## What you have to do
All of the data must be returned exactly as given.

## Data for the task

----------------

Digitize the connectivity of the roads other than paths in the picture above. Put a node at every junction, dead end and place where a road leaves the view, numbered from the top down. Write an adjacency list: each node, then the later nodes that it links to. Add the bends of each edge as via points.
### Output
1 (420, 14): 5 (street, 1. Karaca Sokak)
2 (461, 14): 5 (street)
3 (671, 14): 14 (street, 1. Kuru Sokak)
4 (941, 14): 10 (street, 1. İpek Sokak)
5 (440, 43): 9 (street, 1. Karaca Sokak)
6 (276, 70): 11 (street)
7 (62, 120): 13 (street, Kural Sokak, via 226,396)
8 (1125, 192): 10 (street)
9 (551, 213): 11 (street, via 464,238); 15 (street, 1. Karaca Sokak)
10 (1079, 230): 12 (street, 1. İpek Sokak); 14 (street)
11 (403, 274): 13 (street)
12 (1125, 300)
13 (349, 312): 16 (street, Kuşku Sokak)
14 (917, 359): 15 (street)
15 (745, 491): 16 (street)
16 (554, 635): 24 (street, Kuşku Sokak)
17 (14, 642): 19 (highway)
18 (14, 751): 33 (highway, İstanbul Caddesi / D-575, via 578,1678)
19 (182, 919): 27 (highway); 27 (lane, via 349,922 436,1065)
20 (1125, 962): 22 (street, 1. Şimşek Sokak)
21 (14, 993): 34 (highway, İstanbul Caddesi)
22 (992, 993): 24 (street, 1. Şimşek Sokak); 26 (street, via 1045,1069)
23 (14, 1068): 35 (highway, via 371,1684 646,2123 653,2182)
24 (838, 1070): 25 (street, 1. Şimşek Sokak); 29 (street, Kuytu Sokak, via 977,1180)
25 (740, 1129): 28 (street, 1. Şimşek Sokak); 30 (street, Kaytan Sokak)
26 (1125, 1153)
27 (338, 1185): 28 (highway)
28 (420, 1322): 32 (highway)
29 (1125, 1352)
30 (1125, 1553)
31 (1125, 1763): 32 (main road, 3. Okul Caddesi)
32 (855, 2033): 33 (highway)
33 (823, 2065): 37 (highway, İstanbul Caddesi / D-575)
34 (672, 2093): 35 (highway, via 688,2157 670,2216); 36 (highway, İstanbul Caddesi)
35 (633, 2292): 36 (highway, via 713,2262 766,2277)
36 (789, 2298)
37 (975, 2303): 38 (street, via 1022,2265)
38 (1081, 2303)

----------------

## Worked solution
Digitize the connectivity of the roads other than paths in the picture above. Put a node at every junction, dead end and place where a road leaves the view, numbered from the top down. Write an adjacency list: each node, then the later nodes that it links to. Add the bends of each edge as via points.
### Output
1 (420, 14): 5 (street, 1. Karaca Sokak)
2 (461, 14): 5 (street)
3 (671, 14): 14 (street, 1. Kuru Sokak)
4 (941, 14): 10 (street, 1. İpek Sokak)
5 (440, 43): 9 (street, 1. Karaca Sokak)
6 (276, 70): 11 (street)
7 (62, 120): 13 (street, Kural Sokak, via 226,396)
8 (1125, 192): 10 (street)
9 (551, 213): 11 (street, via 464,238); 15 (street, 1. Karaca Sokak)
10 (1079, 230): 12 (street, 1. İpek Sokak); 14 (street)
11 (403, 274): 13 (street)
12 (1125, 300)
13 (349, 312): 16 (street, Kuşku Sokak)
14 (917, 359): 15 (street)
15 (745, 491): 16 (street)
16 (554, 635): 24 (street, Kuşku Sokak)
17 (14, 642): 19 (highway)
18 (14, 751): 33 (highway, İstanbul Caddesi / D-575, via 578,1678)
19 (182, 919): 27 (highway); 27 (lane, via 349,922 436,1065)
20 (1125, 962): 22 (street, 1. Şimşek Sokak)
21 (14, 993): 34 (highway, İstanbul Caddesi)
22 (992, 993): 24 (street, 1. Şimşek Sokak); 26 (street, via 1045,1069)
23 (14, 1068): 35 (highway, via 371,1684 646,2123 653,2182)
24 (838, 1070): 25 (street, 1. Şimşek Sokak); 29 (street, Kuytu Sokak, via 977,1180)
25 (740, 1129): 28 (street, 1. Şimşek Sokak); 30 (street, Kaytan Sokak)
26 (1125, 1153)
27 (338, 1185): 28 (highway)
28 (420, 1322): 32 (highway)
29 (1125, 1352)
30 (1125, 1553)
31 (1125, 1763): 32 (main road, 3. Okul Caddesi)
32 (855, 2033): 33 (highway)
33 (823, 2065): 37 (highway, İstanbul Caddesi / D-575)
34 (672, 2093): 35 (highway, via 688,2157 670,2216); 36 (highway, İstanbul Caddesi)
35 (633, 2292): 36 (highway, via 713,2262 766,2277)
36 (789, 2298)
37 (975, 2303): 38 (street, via 1022,2265)
38 (1081, 2303)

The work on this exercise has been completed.